* José Gabriel
Quando eu era garoto, não se falava no Pai Natal nem outras figuras da mitologia comercial do Natal – sim, eu sei da lenda do bondoso e generoso Nicolau de Mira, ou S. Nicolau, curiosamente padroeiro da Rússia, mas essa figura e seus méritos foi apagada da História pelo gorducho vestido pela Coca-Cola. Tudo andava em volta do Menino Jesus, da sua mitologia popular e do presépio que, lá em casa, era levado muito a sério, como obra de arte e engenharia, com uma estrutura de base em cortiça virgem, todos os competentes figurantes e mais alguns que a nossa imaginação criasse. A cena ia muito para lá da gruta de Belém e das figuras sagradas. Havia personagens – humanos e animais – de toda a espécie, eram representadas profissões, atividades mais próximas da nossa realidade popular que dos lugares longínquos onde teriam ocorrido os eventos essenciais do Natal.
Os meus avós encarregavam-se das lendas e mitos, dos cânticos – nada das americanices de agora, cânticos do povo, “acordai ó homens todos/acordai mulheres também/venham ver Jesus menino/no presépio em Belém” –, da explicação de que era o menino Jesus que nos proporcionava todos os presentes que recebêssemos. Quando, mais espigadotes, nos surgiram dúvidas sobre a origem das prendas, foram eles que justificaram o embuste garantido que se devia ao menino Jesus o facto de os nossos pais terem recursos para nos poder oferecer tudo aquilo. E nós participávamos naquela cena, nas suas histórias, nos cânticos, sem pensar muito no facto de, lá em casa, ninguém, excepto os avós, ser dado à religião e – o que me motivou as minhas primeiras dúvidas…teológicas – ser pouco compreensível que alguns dos nossos amiguinhos e vizinhos não tivessem prendas, nem sequer um par de sapatos, posto que alguns andavam descalços.
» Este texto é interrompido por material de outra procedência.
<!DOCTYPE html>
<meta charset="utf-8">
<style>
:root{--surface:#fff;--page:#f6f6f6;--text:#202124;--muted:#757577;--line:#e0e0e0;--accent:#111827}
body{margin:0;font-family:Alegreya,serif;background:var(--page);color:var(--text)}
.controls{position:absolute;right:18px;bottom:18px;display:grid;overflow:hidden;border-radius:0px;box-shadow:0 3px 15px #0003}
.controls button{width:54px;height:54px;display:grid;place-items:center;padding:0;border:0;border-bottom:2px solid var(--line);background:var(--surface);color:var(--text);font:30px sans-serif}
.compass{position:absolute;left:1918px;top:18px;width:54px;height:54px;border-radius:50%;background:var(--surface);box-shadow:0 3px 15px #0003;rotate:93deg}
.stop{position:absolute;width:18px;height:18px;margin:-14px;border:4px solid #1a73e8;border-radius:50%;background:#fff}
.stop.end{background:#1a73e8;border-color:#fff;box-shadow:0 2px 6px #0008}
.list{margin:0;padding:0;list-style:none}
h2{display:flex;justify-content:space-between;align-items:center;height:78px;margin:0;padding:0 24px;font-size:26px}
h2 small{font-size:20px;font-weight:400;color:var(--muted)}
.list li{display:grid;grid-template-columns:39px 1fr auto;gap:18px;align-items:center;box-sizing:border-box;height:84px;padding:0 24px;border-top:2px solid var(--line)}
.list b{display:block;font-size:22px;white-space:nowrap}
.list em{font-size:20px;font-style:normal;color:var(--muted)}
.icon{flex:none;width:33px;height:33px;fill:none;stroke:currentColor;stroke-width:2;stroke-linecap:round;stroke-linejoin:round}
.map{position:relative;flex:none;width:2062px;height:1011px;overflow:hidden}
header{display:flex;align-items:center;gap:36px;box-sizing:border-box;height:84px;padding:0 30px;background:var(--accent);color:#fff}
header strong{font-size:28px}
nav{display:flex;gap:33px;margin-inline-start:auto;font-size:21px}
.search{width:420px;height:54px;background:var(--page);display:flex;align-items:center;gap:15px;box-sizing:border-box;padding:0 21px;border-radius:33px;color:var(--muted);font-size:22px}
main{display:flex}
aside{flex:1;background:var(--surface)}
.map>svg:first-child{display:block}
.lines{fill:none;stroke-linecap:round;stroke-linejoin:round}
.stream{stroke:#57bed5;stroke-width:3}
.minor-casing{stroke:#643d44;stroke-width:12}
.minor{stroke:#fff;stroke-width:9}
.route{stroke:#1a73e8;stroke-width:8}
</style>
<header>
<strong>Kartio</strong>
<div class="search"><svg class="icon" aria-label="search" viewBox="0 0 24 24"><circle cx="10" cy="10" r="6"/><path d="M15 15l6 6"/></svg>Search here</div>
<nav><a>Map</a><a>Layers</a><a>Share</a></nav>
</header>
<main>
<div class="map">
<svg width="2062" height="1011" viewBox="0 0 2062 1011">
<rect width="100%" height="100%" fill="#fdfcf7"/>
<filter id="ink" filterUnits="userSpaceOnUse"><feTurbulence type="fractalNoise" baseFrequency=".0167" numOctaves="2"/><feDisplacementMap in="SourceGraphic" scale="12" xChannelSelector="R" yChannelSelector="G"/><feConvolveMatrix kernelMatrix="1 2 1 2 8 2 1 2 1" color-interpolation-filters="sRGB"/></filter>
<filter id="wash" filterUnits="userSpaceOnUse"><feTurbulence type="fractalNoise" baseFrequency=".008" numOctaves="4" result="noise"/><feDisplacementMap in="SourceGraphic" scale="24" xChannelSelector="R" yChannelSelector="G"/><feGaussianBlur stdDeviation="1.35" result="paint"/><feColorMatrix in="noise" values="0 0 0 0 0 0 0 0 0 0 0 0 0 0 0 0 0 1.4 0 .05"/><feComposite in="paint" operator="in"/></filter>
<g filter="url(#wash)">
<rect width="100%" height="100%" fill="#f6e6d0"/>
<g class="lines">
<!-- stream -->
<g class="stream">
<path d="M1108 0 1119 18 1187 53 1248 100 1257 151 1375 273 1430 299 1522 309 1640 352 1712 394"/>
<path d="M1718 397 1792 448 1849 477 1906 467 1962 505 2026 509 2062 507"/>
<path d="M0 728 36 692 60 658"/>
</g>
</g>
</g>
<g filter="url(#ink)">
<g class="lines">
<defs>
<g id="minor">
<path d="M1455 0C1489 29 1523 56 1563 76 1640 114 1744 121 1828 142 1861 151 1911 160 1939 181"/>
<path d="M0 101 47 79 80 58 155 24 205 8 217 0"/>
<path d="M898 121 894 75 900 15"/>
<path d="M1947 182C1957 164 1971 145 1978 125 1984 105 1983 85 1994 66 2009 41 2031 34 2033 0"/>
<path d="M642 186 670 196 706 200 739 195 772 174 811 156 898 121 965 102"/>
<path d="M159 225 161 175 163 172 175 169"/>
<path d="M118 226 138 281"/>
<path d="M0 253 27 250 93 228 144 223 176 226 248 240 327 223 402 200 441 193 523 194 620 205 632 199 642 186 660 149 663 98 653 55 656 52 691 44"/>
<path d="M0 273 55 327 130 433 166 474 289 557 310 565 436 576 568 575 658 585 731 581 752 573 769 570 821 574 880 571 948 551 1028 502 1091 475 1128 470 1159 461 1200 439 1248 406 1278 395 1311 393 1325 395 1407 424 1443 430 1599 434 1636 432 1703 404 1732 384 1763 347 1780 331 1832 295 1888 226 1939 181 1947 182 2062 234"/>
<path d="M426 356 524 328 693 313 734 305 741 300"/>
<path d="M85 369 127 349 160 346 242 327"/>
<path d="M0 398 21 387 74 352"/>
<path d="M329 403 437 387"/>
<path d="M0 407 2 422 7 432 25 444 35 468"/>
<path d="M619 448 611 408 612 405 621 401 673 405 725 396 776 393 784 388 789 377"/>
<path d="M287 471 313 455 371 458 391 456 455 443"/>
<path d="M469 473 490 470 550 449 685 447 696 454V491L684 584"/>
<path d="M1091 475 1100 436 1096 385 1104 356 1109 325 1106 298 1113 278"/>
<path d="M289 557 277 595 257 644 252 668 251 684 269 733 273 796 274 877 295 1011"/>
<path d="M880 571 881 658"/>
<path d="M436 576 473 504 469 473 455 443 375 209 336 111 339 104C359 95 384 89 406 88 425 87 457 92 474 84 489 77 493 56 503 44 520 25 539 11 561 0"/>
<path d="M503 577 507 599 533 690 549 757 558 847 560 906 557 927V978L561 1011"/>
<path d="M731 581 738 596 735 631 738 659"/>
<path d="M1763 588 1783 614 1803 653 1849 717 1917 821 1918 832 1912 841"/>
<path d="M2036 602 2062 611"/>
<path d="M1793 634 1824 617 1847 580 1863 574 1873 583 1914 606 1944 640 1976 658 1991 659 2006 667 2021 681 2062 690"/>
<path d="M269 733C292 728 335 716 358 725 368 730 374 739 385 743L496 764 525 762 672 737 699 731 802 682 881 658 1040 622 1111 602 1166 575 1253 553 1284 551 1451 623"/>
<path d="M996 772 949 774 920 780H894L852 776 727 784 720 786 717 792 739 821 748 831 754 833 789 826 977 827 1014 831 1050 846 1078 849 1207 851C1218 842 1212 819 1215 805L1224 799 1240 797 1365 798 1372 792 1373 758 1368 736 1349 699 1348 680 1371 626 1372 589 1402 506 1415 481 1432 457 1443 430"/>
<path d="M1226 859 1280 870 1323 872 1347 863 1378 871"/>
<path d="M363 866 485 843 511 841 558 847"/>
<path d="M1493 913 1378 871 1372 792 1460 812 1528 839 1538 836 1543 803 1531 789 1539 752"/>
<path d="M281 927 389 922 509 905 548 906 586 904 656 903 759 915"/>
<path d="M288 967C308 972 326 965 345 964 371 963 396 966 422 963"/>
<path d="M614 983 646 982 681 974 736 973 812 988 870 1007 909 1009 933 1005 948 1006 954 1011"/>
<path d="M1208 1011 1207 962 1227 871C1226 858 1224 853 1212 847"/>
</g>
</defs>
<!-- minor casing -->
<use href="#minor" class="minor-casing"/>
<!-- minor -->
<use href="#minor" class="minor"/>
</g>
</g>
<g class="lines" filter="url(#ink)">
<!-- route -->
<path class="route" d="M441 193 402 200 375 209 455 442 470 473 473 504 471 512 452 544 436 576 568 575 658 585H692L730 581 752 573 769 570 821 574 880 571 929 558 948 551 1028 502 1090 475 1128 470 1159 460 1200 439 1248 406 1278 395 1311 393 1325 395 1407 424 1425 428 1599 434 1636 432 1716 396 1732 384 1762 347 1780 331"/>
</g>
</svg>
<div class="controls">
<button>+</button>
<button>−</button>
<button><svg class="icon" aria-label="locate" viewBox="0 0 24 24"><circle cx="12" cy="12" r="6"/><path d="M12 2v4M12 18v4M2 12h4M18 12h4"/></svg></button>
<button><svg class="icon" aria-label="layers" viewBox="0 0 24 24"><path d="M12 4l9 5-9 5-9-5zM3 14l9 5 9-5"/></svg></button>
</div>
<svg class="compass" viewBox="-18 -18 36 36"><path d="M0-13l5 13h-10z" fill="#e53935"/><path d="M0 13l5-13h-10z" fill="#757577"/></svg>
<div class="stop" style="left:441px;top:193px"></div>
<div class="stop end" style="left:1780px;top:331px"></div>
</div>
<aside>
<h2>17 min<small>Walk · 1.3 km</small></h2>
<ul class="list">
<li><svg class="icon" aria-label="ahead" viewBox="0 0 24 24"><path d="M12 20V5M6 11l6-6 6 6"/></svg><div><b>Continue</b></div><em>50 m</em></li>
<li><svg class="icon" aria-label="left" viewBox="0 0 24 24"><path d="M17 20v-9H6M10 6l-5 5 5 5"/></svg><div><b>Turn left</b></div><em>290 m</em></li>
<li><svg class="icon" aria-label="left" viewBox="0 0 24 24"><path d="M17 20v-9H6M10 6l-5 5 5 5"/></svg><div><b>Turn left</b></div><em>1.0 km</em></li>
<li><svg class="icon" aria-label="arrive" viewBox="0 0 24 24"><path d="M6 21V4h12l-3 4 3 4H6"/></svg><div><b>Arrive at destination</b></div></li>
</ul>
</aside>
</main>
E havia os detalhes. E, até, a discriminação animal, que decorria dos papéis atribuídos à vaquinha – tinha direito a diminutivo carinhoso – e ao burro. Uma, aquecia o menino com o seu bafo. O outro, comia a palha da manjedoura sem respeito pelo seu santo ocupante. Quando hoje vemos o interesse e cuidados dedicados aos burricos e à sobrevivência da espécie – ao ponto de até já concorrem com os gatos nos vídeos das redes sociais – justo é considerar que há uma merecida recuperação dos jumentos, nossos velhos companheiros dos trabalhos e dos dias.
A mitologia do Natal era, pois, marcada pela tradição popular, pelas memórias dos mais velhos, depositários das memórias dos povos. Claro que poderíamos fazer aqui uma incursão sobre o facto de muitas divindades de muitas culturas comemorarem o seu aniversário nesta data, de ser o tempo do solstício de Inverno, ou falar da proximidade de atributos de divindades do Médio Oriente com as das figuras centrais do presépio – Maria e Jesus.
Que a pomba da paz sobrevoe o coração dos belicistas
Mas não é hora de tergiversar. É hora de enviar um abraço aos nossos amigos, desejar-lhes um feliz Natal e um novo ano de paz e felicidade. Porque, seja qual for a razão, a hora é sempre boa para festejar a vida, a paz, o encontro com os outros. Os homens de boa vontade de que falavam os meus avós e as histórias de Natal.